One of the unique treats about any film festival worth its salt is the array of short film showcases. These bite-size cinematic cornucopias showcase up-and-coming filmmakers and finely tuned ideas that get overlooked by most movie consumers. This year's SpIFF features seven themed collections of shorts over the weekend, highlighting Northwest filmmakers, Indigenous and queer stories, and films from around the globe. To give you a taste of the array of offerings, we highlighted some of the standout selections via recommended if you like (RIYL) suggestions.
Courage
Best of the Northwest
RIYL: Homeward Bound, kitties
If you enjoyed the Oscar-nominated animated cat film Flow, then you're likely to adore this sub-3 minute hit of catnip as a real feline journeys across diverse terrain on an adventurous mission. (SS)
Dandelion
Queer Shorts
RIYL: Comedians making dramatic turns
While Vic Michaelis is an alternative comedy favorite for their work on Dropout and Comedy Bang Bang, they prove their dramatic chops as a social worker trying to find a rebellious queer girl a home after getting kicked out of her Christian group home.
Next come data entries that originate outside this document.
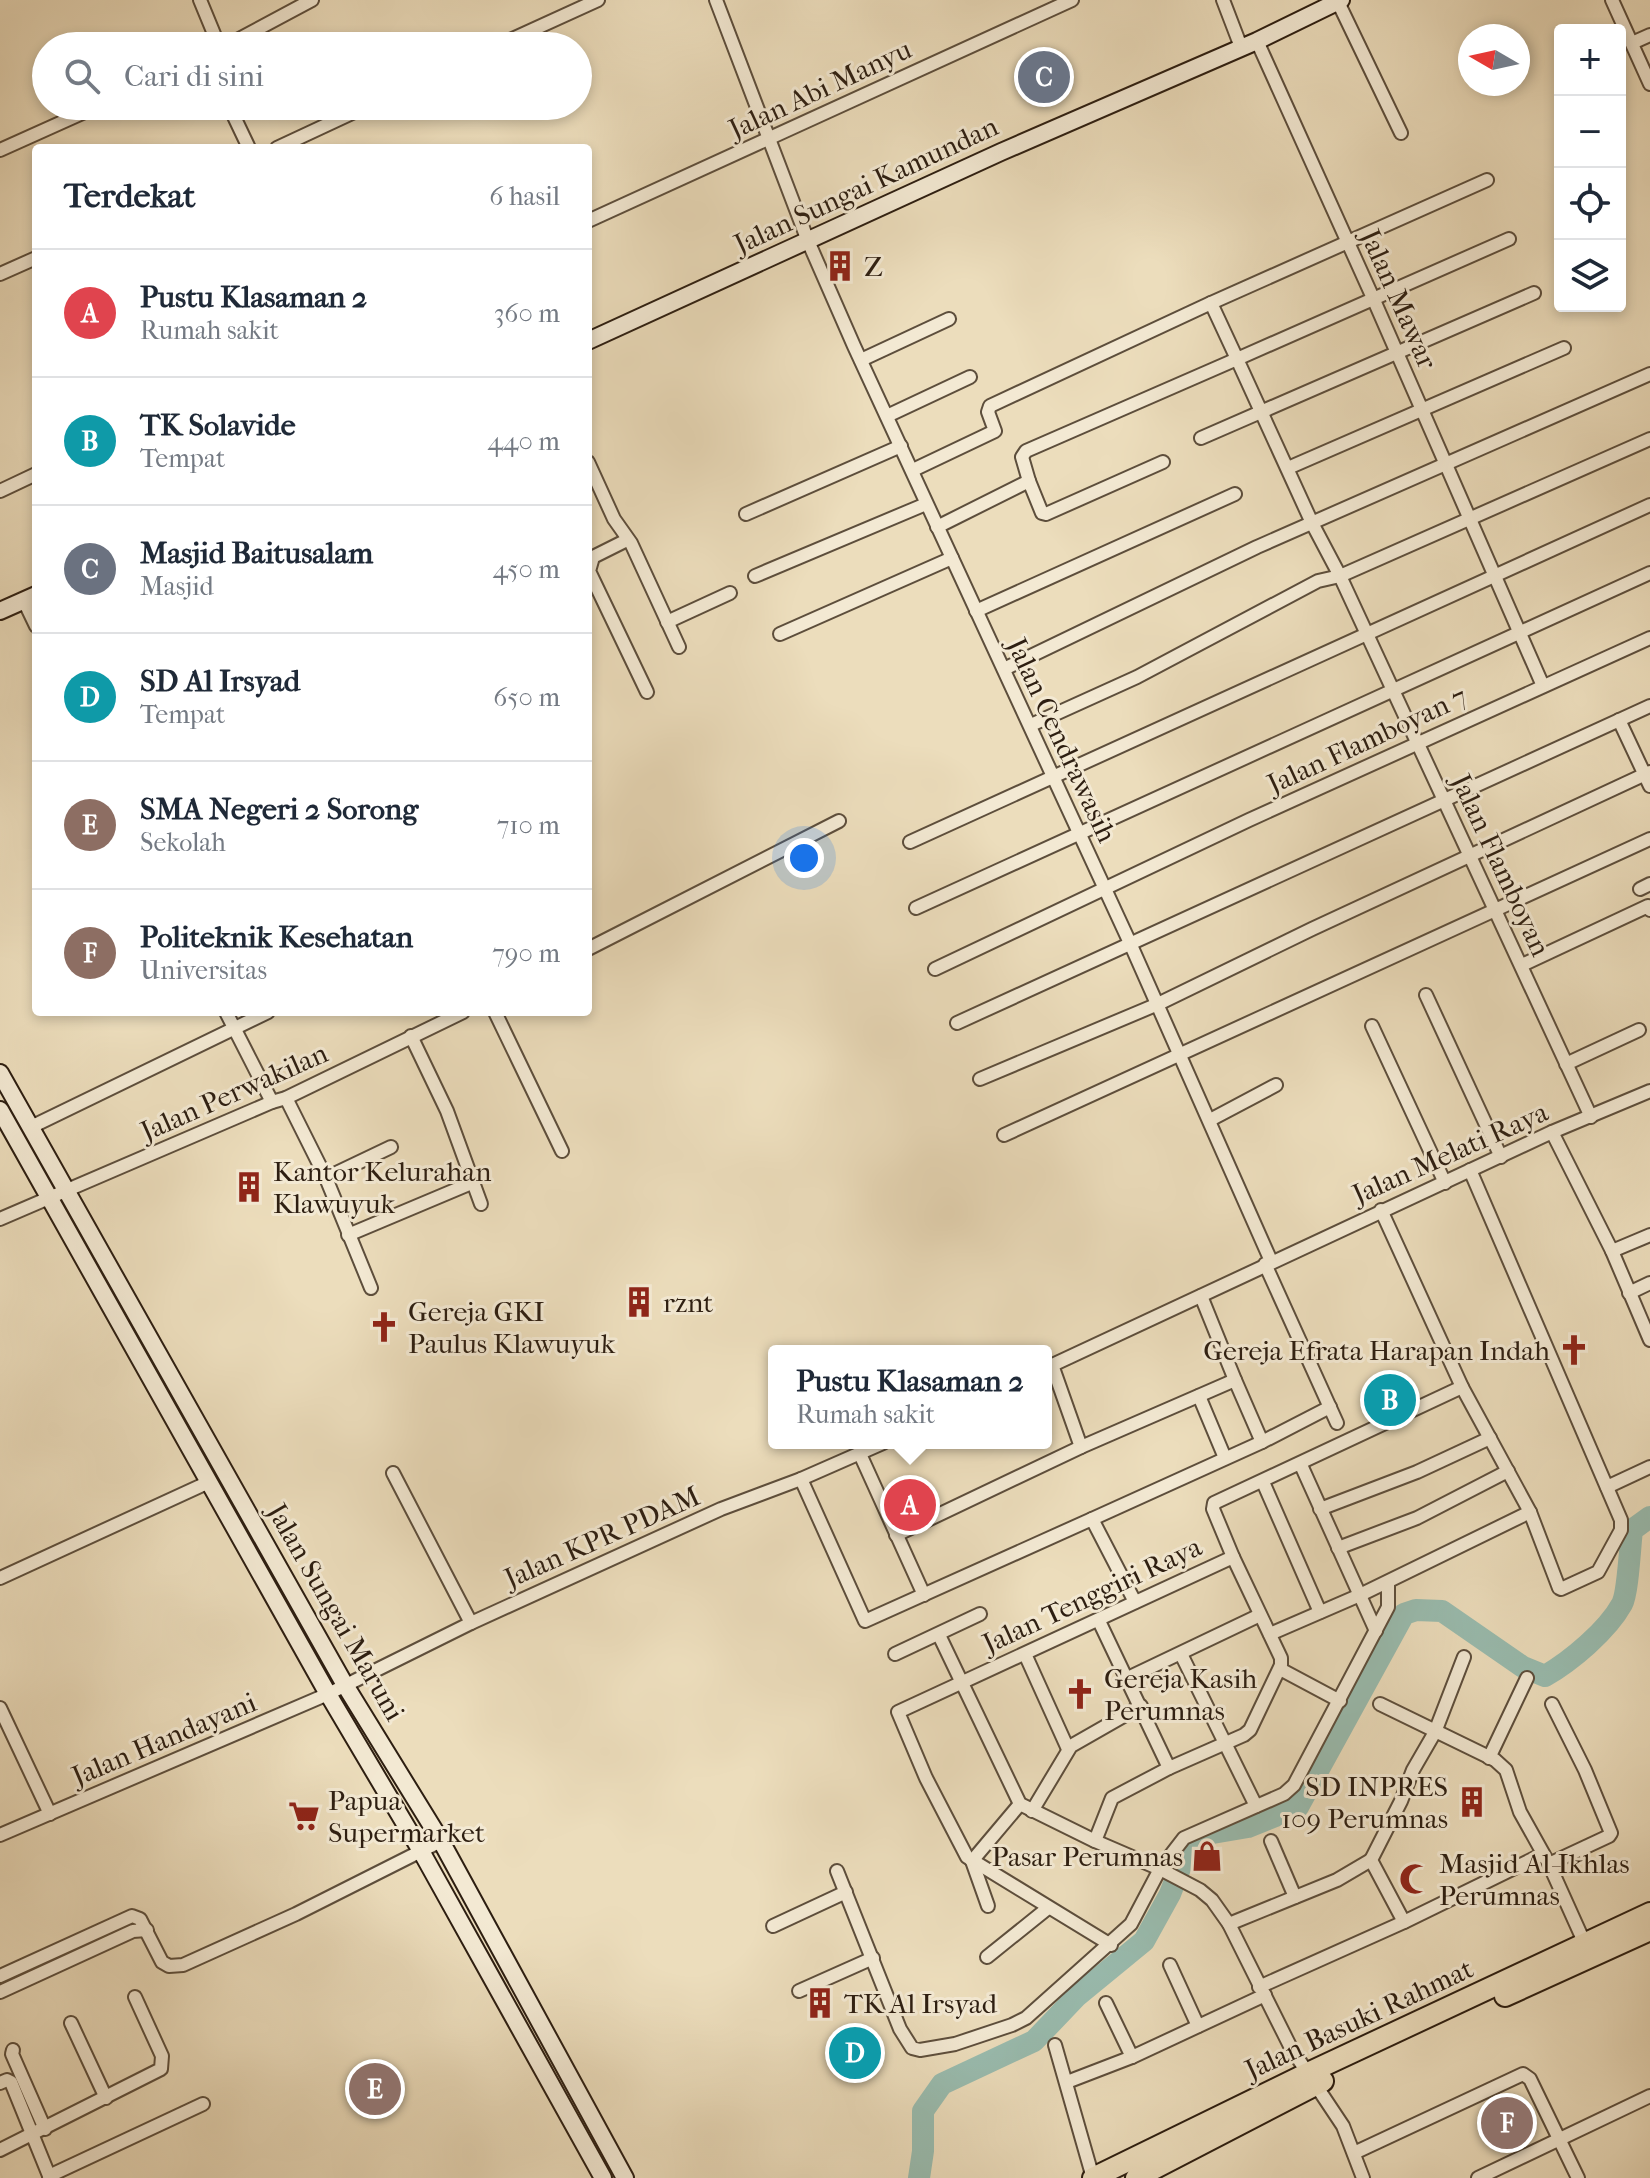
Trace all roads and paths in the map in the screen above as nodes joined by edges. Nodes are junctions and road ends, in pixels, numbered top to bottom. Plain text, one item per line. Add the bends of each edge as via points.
1 (200, 0) edge
2 (312, 0) edge
3 (598, 0) edge
4 (716, 0) edge
5 (1072, 0) edge
6 (1223, 0) edge
7 (1612, 0) edge
8 (1339, 1) edge
9 (213, 32) edge
10 (252, 32) edge
11 (528, 32) edge
12 (1650, 35) edge
13 (1632, 43) junction
14 (1249, 44) junction
15 (1650, 84) edge
16 (67, 120) edge
17 (236, 120) edge
18 (337, 120) edge
19 (1401, 133) dead end
20 (769, 138) junction
21 (247, 144) edge
22 (286, 144) edge
23 (0, 150) edge
24 (1487, 180) dead end
25 (592, 219) edge
26 (1509, 239) dead end
27 (808, 241) junction
28 (1348, 241) junction
29 (32, 260) edge
30 (0, 274) edge
31 (1534, 293) dead end
32 (1373, 298) junction
33 (1211, 303) junction
34 (949, 319) dead end
35 (592, 339) edge
36 (1564, 348) dead end
37 (1397, 352) junction
38 (1237, 359) junction
39 (861, 360) junction
40 (1650, 374) edge
41 (970, 377) dead end
42 (1421, 410) junction
43 (1264, 413) junction
44 (887, 416) junction
45 (1201, 438) dead end
46 (1650, 439) edge
47 (901, 446) junction
48 (1163, 462) dead end
49 (1446, 464) junction
50 (1288, 468) junction
51 (913, 470) junction
52 (592, 472) edge
53 (32, 476) edge
54 (1029, 481) junction
55 (0, 491) edge
56 (1235, 494) dead end
57 (926, 504) junction
58 (1650, 505) edge
59 (746, 514) dead end
60 (1471, 520) junction
61 (1312, 523) junction
62 (937, 527) junction
63 (627, 540) junction
64 (952, 558) junction
65 (592, 560) edge
66 (1650, 573) edge
67 (755, 576) dead end
68 (1340, 576) junction
69 (1495, 576) junction
70 (592, 577) edge
71 (730, 593) dead end
72 (30, 598) edge
73 (0, 611) edge
74 (976, 611) junction
75 (667, 622) junction
76 (1519, 632) junction
77 (780, 634) dead end
78 (1368, 634) junction
79 (1650, 638) edge
80 (679, 647) dead end
81 (1004, 669) junction
82 (1543, 686) junction
83 (1393, 689) junction
84 (647, 692) dead end
85 (1650, 706) edge
86 (1619, 720) junction
87 (1031, 725) junction
88 (1418, 742) junction
89 (1054, 778) junction
90 (1648, 778) edge
91 (1443, 800) junction
92 (839, 821) dead end
93 (1080, 835) junction
94 (1650, 839) edge
95 (910, 842) dead end
96 (1470, 855) junction
97 (1104, 888) junction
98 (916, 908) dead end
99 (1497, 910) junction
100 (1650, 910) edge
101 (1130, 943) junction
102 (592, 947) edge
103 (1522, 965) junction
104 (935, 969) dead end
105 (1426, 995) dead end
106 (1158, 1004) junction
107 (228, 1016) edge
108 (260, 1016) edge
109 (454, 1016) edge
110 (497, 1016) edge
111 (957, 1023) dead end
112 (1372, 1026) dead end
113 (234, 1029) junction
114 (1639, 1030) dead end
115 (411, 1036) junction
116 (1180, 1055) junction
117 (1566, 1064) junction
118 (0, 1073) edge
119 (980, 1079) dead end
120 (1276, 1085) dead end
121 (1650, 1091) edge
122 (286, 1098) junction
123 (272, 1102) junction
124 (0, 1110) edge
125 (1591, 1117) junction
126 (1210, 1120) junction
127 (31, 1127) junction
128 (5, 1131) edge
129 (1552, 1132) junction
130 (1004, 1135) dead end
131 (391, 1147) dead end
132 (562, 1151) dead end
133 (1501, 1157) junction
134 (1470, 1170) junction
135 (326, 1178) junction
136 (474, 1182) junction
137 (1445, 1183) junction
138 (66, 1190) junction
139 (48, 1197) junction
140 (481, 1204) dead end
141 (1381, 1210) junction
142 (0, 1219) edge
143 (348, 1235) junction
144 (1650, 1235) edge
145 (1612, 1251) junction
146 (1268, 1262) junction
147 (1650, 1283) edge
148 (371, 1288) dead end
149 (1629, 1293) junction
150 (1201, 1296) junction
151 (1650, 1340) edge
152 (1052, 1365) edge
153 (1052, 1374) edge
154 (1235, 1380) junction
155 (1462, 1387) junction
156 (1199, 1396) junction
157 (1330, 1407) junction
158 (1337, 1423) dead end
159 (1490, 1438) junction
160 (1262, 1442) junction
161 (1081, 1447) junction
162 (870, 1449) edge
163 (860, 1454) junction
164 (1225, 1458) junction
165 (1301, 1465) junction
166 (1650, 1467) edge
167 (1508, 1471) junction
168 (393, 1473) dead end
169 (801, 1479) junction
170 (209, 1482) junction
171 (1263, 1482) junction
172 (1607, 1487) junction
173 (1320, 1509) junction
174 (1530, 1512) junction
175 (1092, 1519) junction
176 (896, 1535) junction
177 (1338, 1548) junction
178 (1233, 1557) junction
179 (0, 1578) edge
180 (1388, 1582) junction
181 (924, 1595) junction
182 (1360, 1595) junction
183 (1135, 1602) junction
184 (1320, 1612) junction
185 (980, 1614) dead end
186 (1260, 1615) junction
187 (1099, 1621) junction
188 (471, 1623) junction
189 (1376, 1631) junction
190 (1270, 1634) junction
191 (939, 1635) junction
192 (895, 1654) dead end
193 (1025, 1654) junction
194 (1181, 1654) junction
195 (1464, 1657) dead end
196 (1280, 1669) junction
197 (1128, 1678) junction
198 (1527, 1678) dead end
199 (961, 1682) junction
200 (345, 1685) junction
201 (328, 1694) junction
202 (1340, 1701) junction
203 (1380, 1704) dead end
204 (1552, 1704) dead end
205 (1141, 1706) junction
206 (0, 1708) edge
207 (1435, 1732) junction
208 (1227, 1742) junction
209 (1068, 1749) junction
210 (1489, 1758) junction
211 (1169, 1768) junction
212 (1020, 1804) junction
213 (1256, 1806) junction
214 (1032, 1811) junction
215 (50, 1814) junction
216 (0, 1835) edge
217 (441, 1841) junction
218 (1095, 1841) junction
219 (1271, 1841) dead end
220 (421, 1851) junction
221 (1546, 1859) junction
222 (1371, 1860) junction
223 (972, 1861) junction
224 (1162, 1870) junction
225 (837, 1871) dead end
226 (846, 1892) junction
227 (1295, 1897) junction
228 (988, 1906) dead end
229 (1048, 1908) junction
230 (1650, 1913) edge
231 (1404, 1922) junction
232 (1229, 1924) junction
233 (773, 1926) dead end
234 (147, 1930) junction
235 (1650, 1930) edge
236 (1585, 1944) junction
237 (1111, 1945) junction
238 (987, 1957) dead end
239 (873, 1958) junction
240 (1170, 1965) dead end
241 (0, 1976) edge
242 (799, 1991) dead end
243 (1262, 1991) junction
244 (1499, 1991) junction
245 (0, 1992) edge
246 (135, 1997) dead end
247 (1106, 2003) dead end
248 (71, 2023) dead end
249 (1198, 2026) junction
250 (1055, 2045) dead end
251 (13, 2050) dead end
252 (1132, 2057) junction
253 (1312, 2078) junction
254 (4, 2082) edge
255 (1067, 2082) junction
256 (1650, 2096) edge
257 (106, 2098) junction
258 (203, 2104) dead end
259 (45, 2129) junction
260 (32, 2136) junction
261 (1559, 2140) junction
262 (0, 2150) edge
263 (1354, 2153) junction
264 (50, 2177) edge
265 (1139, 2177) edge
266 (603, 2178) edge
267 (625, 2178) edge
268 (1093, 2178) edge
269 (1363, 2178) edge
270 (1478, 2178) edge
271 (1578, 2178) edge

1 - 9 street
2 - 10 street
3 - 11 street
4 - 20 street, Jalan Cendrawasih
5 - 20 street, Jalan Abi Manyu
6 - 14 street, Jalan Mawar
7 - 13 street
8 - 14 main road, Jalan Sungai Kamundan
8 - 19 street
12 - 13 street
13 - 15 street
14 - 27 main road, Jalan Sungai Kamundan
14 - 28 street, Jalan Mawar
16 - 23 street
17 - 21 street
18 - 22 street
20 - 25 street, Jalan Abi Manyu
20 - 27 street, Jalan Cendrawasih
24 - 28 street
26 - 32 street
27 - 35 main road, Jalan Sungai Kamundan
27 - 39 street, Jalan Cendrawasih
28 - 32 street, Jalan Mawar
28 - 33 street
29 - 30 street
31 - 37 street
32 - 37 street, Jalan Mawar
32 - 38 street
33 - 38 street, Jalan Flamboyan
33 - 51 street via 990,406 995,431
34 - 39 street
36 - 42 street
37 - 42 street, Jalan Mawar
37 - 43 street
38 - 43 street, Jalan Flamboyan
38 - 54 street via 1026,451 1022,457
39 - 44 street, Jalan Cendrawasih
40 - 49 street
41 - 44 street
42 - 49 street, Jalan Mawar
42 - 50 street
43 - 45 street
43 - 50 street, Jalan Flamboyan
44 - 47 street, Jalan Cendrawasih
46 - 60 street
47 - 51 street, Jalan Cendrawasih
47 - 59 street
48 - 54 street via 1046,514
49 - 60 street, Jalan Mawar
49 - 61 street
50 - 61 street, Jalan Flamboyan
51 - 57 street, Jalan Cendrawasih
52 - 63 street
53 - 55 street
54 - 62 street
56 - 74 street
57 - 62 street, Jalan Cendrawasih
57 - 67 street
58 - 69 street
60 - 68 street
60 - 69 street, Jalan Mawar
61 - 68 street, Jalan Flamboyan
61 - 81 street
62 - 64 street, Jalan Cendrawasih
63 - 65 street
63 - 75 street
64 - 74 street, Jalan Cendrawasih
64 - 77 street
66 - 76 street
68 - 78 street, Jalan Flamboyan
68 - 87 street via 1304,588 1137,677
69 - 76 street, Jalan Mawar
69 - 78 street
70 - 84 street
71 - 75 street
72 - 73 main road
74 - 81 street, Jalan Cendrawasih
75 - 80 street
76 - 82 street, Jalan Mawar
76 - 83 street
78 - 83 street, Jalan Flamboyan
78 - 89 street
79 - 82 street, Jalan Flamboyan 7
81 - 87 street, Jalan Cendrawasih
82 - 88 street, Jalan Flamboyan 7
83 - 88 street, Jalan Flamboyan
83 - 93 street
85 - 86 street
86 - 90 street
86 - 91 street
87 - 89 street, Jalan Cendrawasih
88 - 91 street, Jalan Flamboyan
88 - 97 street, Jalan Flamboyan 7
89 - 93 street, Jalan Cendrawasih
89 - 95 street
90 - 96 street
91 - 96 street, Jalan Flamboyan
91 - 101 street
92 - 102 street
93 - 97 street, Jalan Cendrawasih
93 - 98 street
94 - 99 street
96 - 99 street, Jalan Flamboyan
96 - 106 street
97 - 101 street, Jalan Cendrawasih
97 - 104 street, Jalan Flamboyan 7
99 - 103 street, Jalan Flamboyan
99 - 116 street
100 - 103 street via 1648,906
101 - 106 street, Jalan Cendrawasih
101 - 111 street
103 - 117 street, Jalan Flamboyan
105 - 133 street
106 - 116 street, Jalan Cendrawasih
106 - 119 street
107 - 113 street
108 - 113 street
109 - 115 street, Jalan Perwakilan
110 - 132 street
112 - 137 street
113 - 123 street
113 - 127 street
114 - 117 street
115 - 122 street, Jalan Perwakilan
115 - 136 street
116 - 126 street, Jalan Cendrawasih
116 - 130 street
117 - 125 street, Jalan Flamboyan
118 - 127 main road, Jalan Sungai Maruni
120 - 126 street
121 - 125 street, Jalan Melati Raya
122 - 123 street, Jalan Perwakilan
122 - 135 street
123 - 138 street, Jalan Perwakilan
124 - 128 main road, Jalan Sungai Maruni
125 - 129 street, Jalan Melati Raya
126 - 146 street, Jalan Cendrawasih
127 - 138 main road, Jalan Sungai Maruni
128 - 139 main road, Jalan Sungai Maruni
129 - 133 street, Jalan Melati Raya
129 - 145 street
131 - 135 street
133 - 134 street, Jalan Melati Raya
134 - 137 street, Jalan Melati Raya
134 - 172 street
135 - 143 street
136 - 140 street
136 - 143 street
137 - 141 street, Jalan Melati Raya
138 - 139 street, Jalan Perwakilan
138 - 200 main road, Jalan Sungai Maruni
139 - 142 street, Jalan Perwakilan
139 - 170 main road, Jalan Sungai Maruni
141 - 146 street, Jalan Melati Raya
141 - 155 street
143 - 148 street
144 - 145 street
145 - 149 street
146 - 150 street
146 - 157 street
147 - 149 street
149 - 151 street
150 - 152 street
150 - 154 street
153 - 161 street
154 - 156 street
154 - 160 street
155 - 159 street
155 - 165 street, Jalan Tenggiri Raya
156 - 161 street
156 - 164 street
157 - 158 street
157 - 160 street
159 - 167 street
159 - 173 street
160 - 164 street
161 - 176 street
162 - 163 street, Jalan KPR PDAM
163 - 169 street, Jalan KPR PDAM
163 - 176 street
164 - 175 street
165 - 171 street, Jalan Tenggiri Raya
165 - 173 street
166 - 172 street
167 - 174 street
167 - 177 street via 1417,1518
168 - 188 street
169 - 181 street via 861,1618 869,1621
169 - 188 street, Jalan KPR PDAM via 721,1509
170 - 179 street
170 - 201 main road, Jalan Sungai Maruni
171 - 178 street, Jalan Tenggiri Raya via 1213,1504
171 - 184 street
172 - 174 street via 1621,1530 1596,1574 1561,1589
173 - 177 street
174 - 180 street
175 - 181 street
175 - 183 street
176 - 181 street
177 - 182 street
178 - 183 street, Jalan Tenggiri Raya
178 - 186 street
180 - 182 street
180 - 189 street via 1389,1603
182 - 184 street
182 - 189 street
183 - 187 street, Jalan Tenggiri Raya
184 - 190 street
185 - 191 street
186 - 190 street
186 - 194 street
187 - 193 street, Jalan Tenggiri Raya
187 - 197 street
188 - 200 street, Jalan KPR PDAM
189 - 202 street
190 - 196 street
191 - 192 street
191 - 199 street
193 - 199 street, Jalan Tenggiri Raya
193 - 209 street
194 - 197 street
194 - 208 street
195 - 207 street
196 - 202 street
196 - 208 street via 1250,1730
197 - 205 street
198 - 210 street
199 - 212 street
199 - 223 street, Jalan Tenggiri Raya via 898,1714
200 - 201 street, Jalan Handayani
200 - 217 main road, Jalan Sungai Maruni
201 - 215 street, Jalan Handayani
201 - 220 main road, Jalan Sungai Maruni
202 - 213 street via 1294,1785
203 - 207 street
204 - 221 street via 1611,1833
205 - 209 street
205 - 211 street
206 - 215 street
207 - 210 street
207 - 222 street
208 - 211 street
208 - 213 street
209 - 214 street
210 - 221 street via 1506,1770 1520,1812
211 - 218 street via 1115,1796
212 - 214 street
212 - 223 street
213 - 224 street via 1184,1838
214 - 218 street
215 - 216 street, Jalan Handayani
217 - 220 street
217 - 267 main road, Jalan Sungai Maruni
218 - 224 street
219 - 227 street
220 - 234 street via 183,1965 162,1962
220 - 266 main road, Jalan Sungai Maruni
221 - 231 street
221 - 236 street
222 - 227 street
222 - 231 street
223 - 228 street
223 - 229 street
224 - 232 street via 1200,1890
224 - 237 street via 1135,1918
225 - 226 street
226 - 233 street
226 - 239 street
227 - 232 street
229 - 237 street
229 - 238 street
230 - 236 highway, Jalan Basuki Rahmat
231 - 243 street
232 - 243 street
234 - 241 street via 140,1919 127,1917
234 - 245 street via 133,1931
235 - 244 highway, Jalan Basuki Rahmat
236 - 244 highway, Jalan Basuki Rahmat
237 - 239 street via 1022,2020 969,2040 920,2050 912,2048 900,2029
239 - 242 street
240 - 249 street
243 - 249 street
243 - 253 street
244 - 253 highway, Jalan Basuki Rahmat
246 - 257 street via 163,2065
247 - 252 street
248 - 257 street
249 - 252 street
250 - 255 street
251 - 259 street
252 - 255 street
253 - 263 street
253 - 265 highway, Jalan Basuki Rahmat
253 - 268 highway, Jalan Basuki Rahmat
254 - 260 street
255 - 268 street
256 - 261 street
257 - 259 street
258 - 264 street
259 - 260 street
260 - 262 street
260 - 264 street
261 - 263 street via 1523,2074
261 - 270 street
261 - 271 street
263 - 269 street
As the pair squabble while trying to find a place for the teen to stay, it's slowly revealed that there's more to this helping soul than initially meets the eye. (SS)
Expo '74 - Fair to Future
PNW Makers
RIYL: Local history lessons, World's Fair nostalgia
In case you didn't get enough info last year during the 50th anniversary commemoration of Spokane's hosting of the 1974 World's Fair, Expo expert Bill Youngs narrates a short history of the monumental event, bolstered by historic photographs and archival footage. (SS)
Ghariba & Ajeeb
Worlds of Animation
RIYL: Folklore, Middle Eastern jewelry art
Ghariba and Ajeeb are growing up in separate villages that were once united before a river appeared and split it in two. Despite that stretch of water and the ill-tempered giant crocodile that prevents anyone from crossing it, the two manage to strike up a friendship from their respective banks. But then Ajeeb disappears, and Ghariba resolves to find him. True to the spirit of folktales the world over, she leans on her own resourcefulness — and some talking animals — to make the journey. Directed and animated by Algerian-born Boubaker Boukhari, Ghariba & Ajeeb's foreground stop-motion animation is rendered in an ornate, handcrafted style that showcases Boukhari's fine arts training as a jeweler. (EJI)
It's Not About Ketchup
World Shorts I
RIYL: Scenes from a Marriage (ultra-abridged)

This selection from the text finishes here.